-- Work instructions --
Among the entries below, count the lines that contain the word "Ignacio". Respond with the count only.

-- Records to process --
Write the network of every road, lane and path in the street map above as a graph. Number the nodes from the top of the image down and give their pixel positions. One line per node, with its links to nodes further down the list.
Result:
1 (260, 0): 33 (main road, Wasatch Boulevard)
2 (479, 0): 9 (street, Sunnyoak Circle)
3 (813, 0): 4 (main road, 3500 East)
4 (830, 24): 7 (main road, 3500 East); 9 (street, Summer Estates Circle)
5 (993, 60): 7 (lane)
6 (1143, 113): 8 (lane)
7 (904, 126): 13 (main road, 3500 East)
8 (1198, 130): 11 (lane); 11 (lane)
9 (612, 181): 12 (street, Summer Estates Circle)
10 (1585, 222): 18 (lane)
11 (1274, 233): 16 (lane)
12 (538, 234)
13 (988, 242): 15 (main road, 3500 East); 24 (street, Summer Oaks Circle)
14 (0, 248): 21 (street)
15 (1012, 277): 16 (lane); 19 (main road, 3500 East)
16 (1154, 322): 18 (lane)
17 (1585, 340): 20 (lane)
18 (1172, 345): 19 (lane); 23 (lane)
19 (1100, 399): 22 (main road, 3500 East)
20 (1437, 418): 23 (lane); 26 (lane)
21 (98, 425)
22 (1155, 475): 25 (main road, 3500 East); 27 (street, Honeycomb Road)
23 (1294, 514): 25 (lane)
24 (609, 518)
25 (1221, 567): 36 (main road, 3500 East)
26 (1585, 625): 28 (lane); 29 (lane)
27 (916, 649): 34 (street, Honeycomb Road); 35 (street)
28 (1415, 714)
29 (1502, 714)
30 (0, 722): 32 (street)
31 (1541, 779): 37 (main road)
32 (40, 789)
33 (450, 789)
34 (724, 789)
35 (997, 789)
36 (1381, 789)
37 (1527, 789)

==

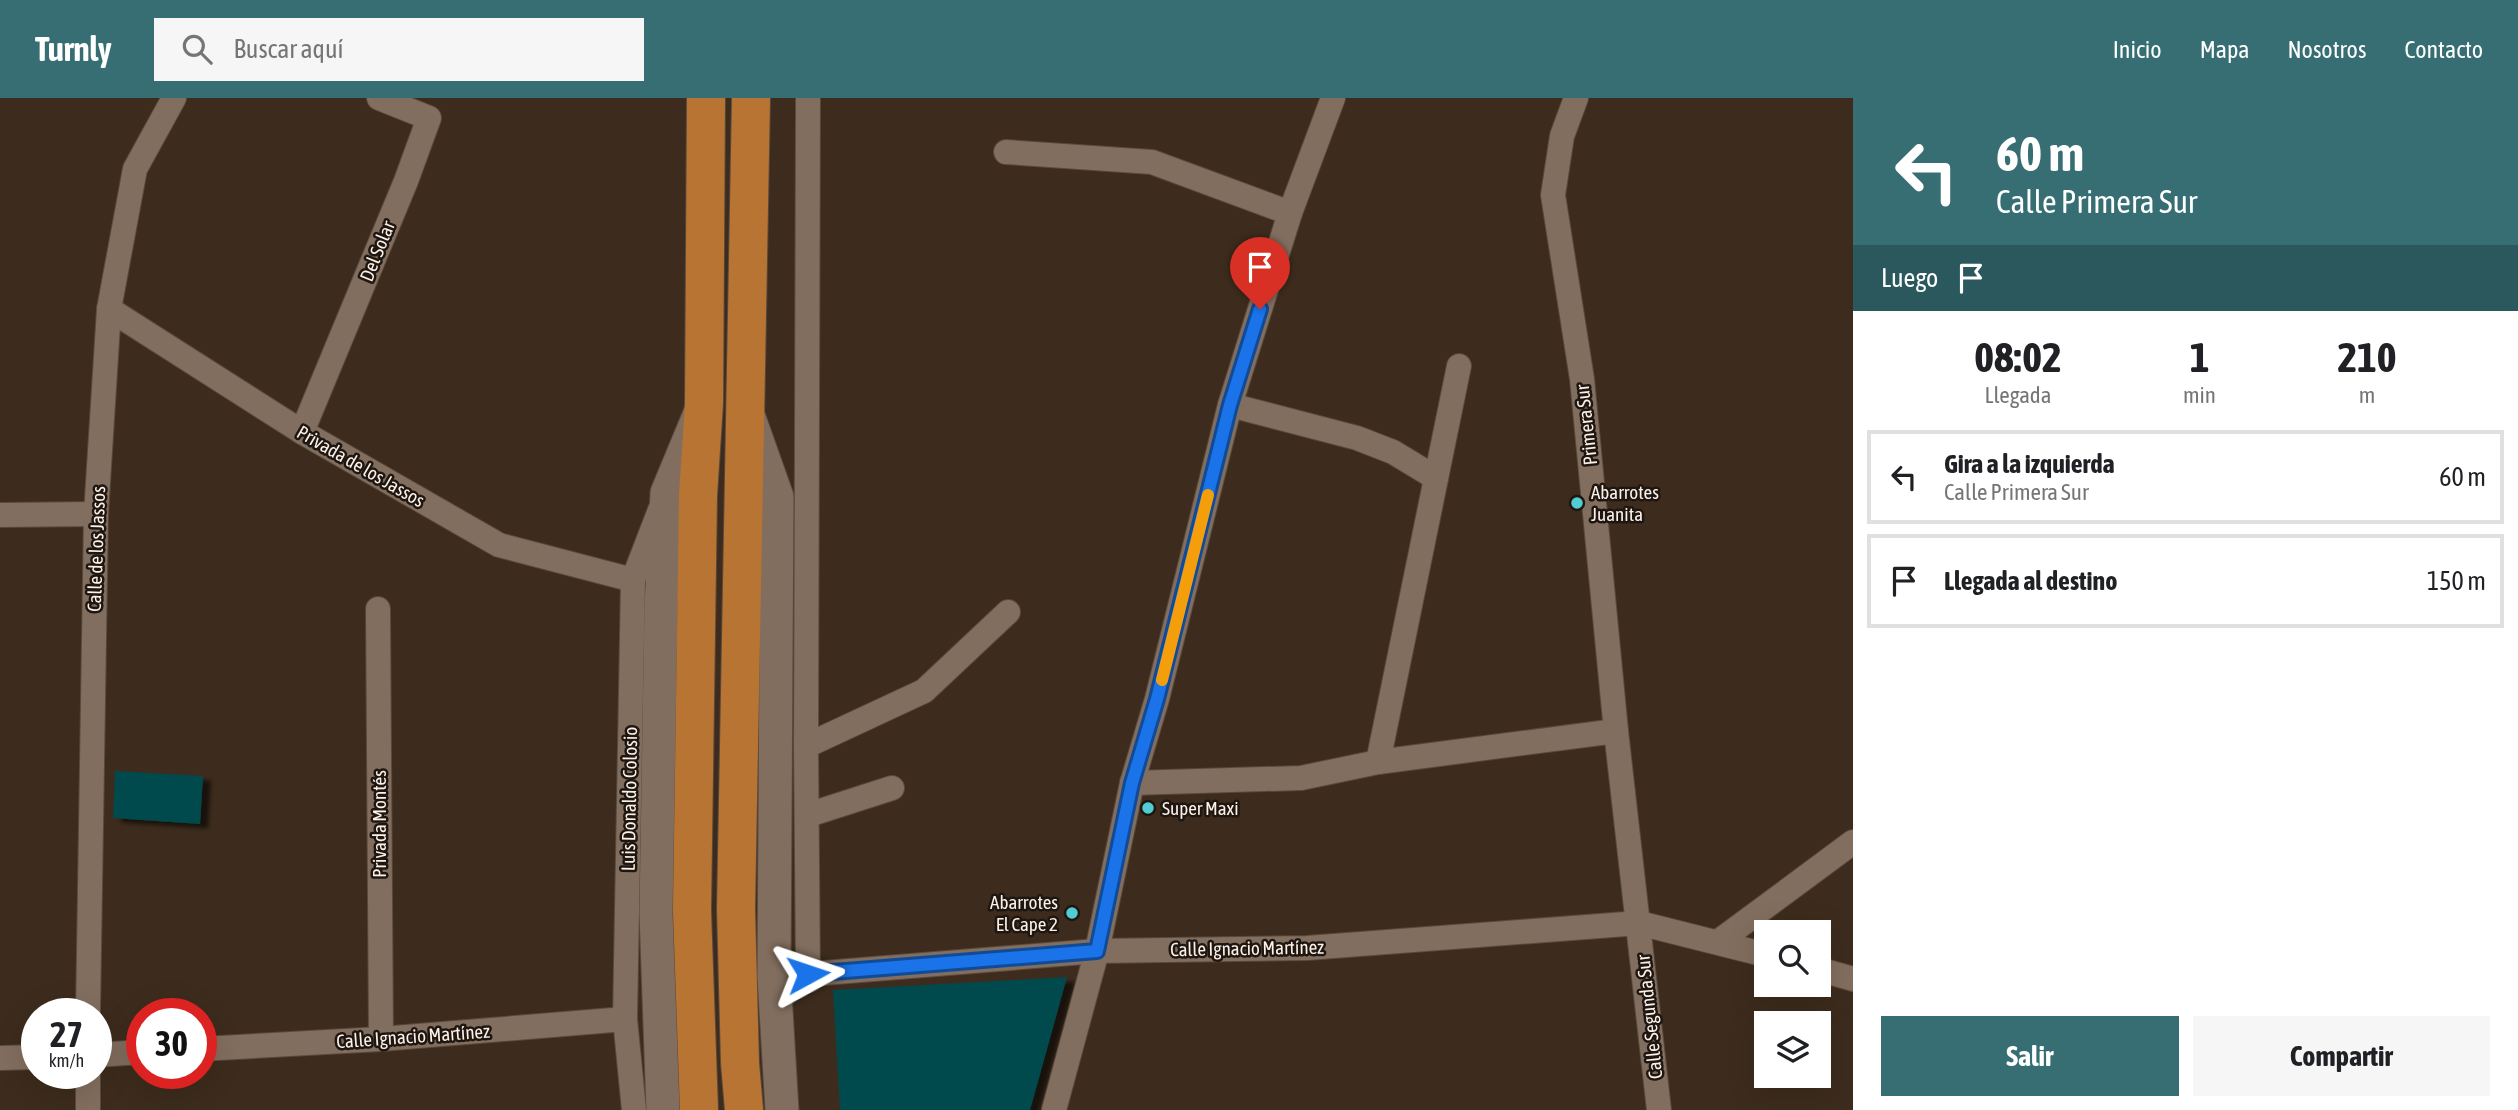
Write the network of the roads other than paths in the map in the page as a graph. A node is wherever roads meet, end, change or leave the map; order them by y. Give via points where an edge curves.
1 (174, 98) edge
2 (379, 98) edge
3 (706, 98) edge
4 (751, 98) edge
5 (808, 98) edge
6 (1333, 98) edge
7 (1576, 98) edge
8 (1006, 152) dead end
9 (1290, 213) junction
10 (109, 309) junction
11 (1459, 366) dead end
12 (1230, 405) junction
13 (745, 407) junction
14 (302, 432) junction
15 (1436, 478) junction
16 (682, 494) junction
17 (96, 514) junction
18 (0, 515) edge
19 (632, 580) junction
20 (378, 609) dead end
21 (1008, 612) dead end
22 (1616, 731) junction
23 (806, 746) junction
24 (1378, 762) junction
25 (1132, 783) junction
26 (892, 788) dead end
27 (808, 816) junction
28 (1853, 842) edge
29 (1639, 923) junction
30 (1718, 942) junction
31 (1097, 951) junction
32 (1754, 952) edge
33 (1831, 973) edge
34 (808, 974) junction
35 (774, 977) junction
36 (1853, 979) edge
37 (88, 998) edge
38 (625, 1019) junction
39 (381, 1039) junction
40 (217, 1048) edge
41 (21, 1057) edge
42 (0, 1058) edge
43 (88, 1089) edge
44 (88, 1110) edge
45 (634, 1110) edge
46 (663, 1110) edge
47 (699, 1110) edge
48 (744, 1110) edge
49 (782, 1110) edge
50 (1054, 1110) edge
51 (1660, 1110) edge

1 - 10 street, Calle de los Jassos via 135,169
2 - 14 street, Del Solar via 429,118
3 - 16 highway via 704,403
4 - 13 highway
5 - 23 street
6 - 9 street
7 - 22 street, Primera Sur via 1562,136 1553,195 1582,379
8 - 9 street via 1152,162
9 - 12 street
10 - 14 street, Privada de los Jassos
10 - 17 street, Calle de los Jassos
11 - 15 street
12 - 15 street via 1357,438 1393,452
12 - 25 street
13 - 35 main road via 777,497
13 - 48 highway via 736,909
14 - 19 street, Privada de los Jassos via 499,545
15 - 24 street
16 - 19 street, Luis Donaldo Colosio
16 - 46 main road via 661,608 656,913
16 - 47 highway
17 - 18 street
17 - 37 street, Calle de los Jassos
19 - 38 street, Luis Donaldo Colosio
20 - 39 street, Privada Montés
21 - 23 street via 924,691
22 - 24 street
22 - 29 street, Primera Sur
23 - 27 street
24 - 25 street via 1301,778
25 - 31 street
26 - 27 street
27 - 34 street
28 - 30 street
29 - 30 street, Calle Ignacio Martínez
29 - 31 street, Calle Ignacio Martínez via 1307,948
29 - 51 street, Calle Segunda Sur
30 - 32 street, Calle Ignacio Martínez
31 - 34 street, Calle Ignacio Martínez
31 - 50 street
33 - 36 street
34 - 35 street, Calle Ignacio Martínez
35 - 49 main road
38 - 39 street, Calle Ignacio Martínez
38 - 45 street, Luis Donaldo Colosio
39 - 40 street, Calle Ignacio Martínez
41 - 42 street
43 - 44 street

-- Result below --
7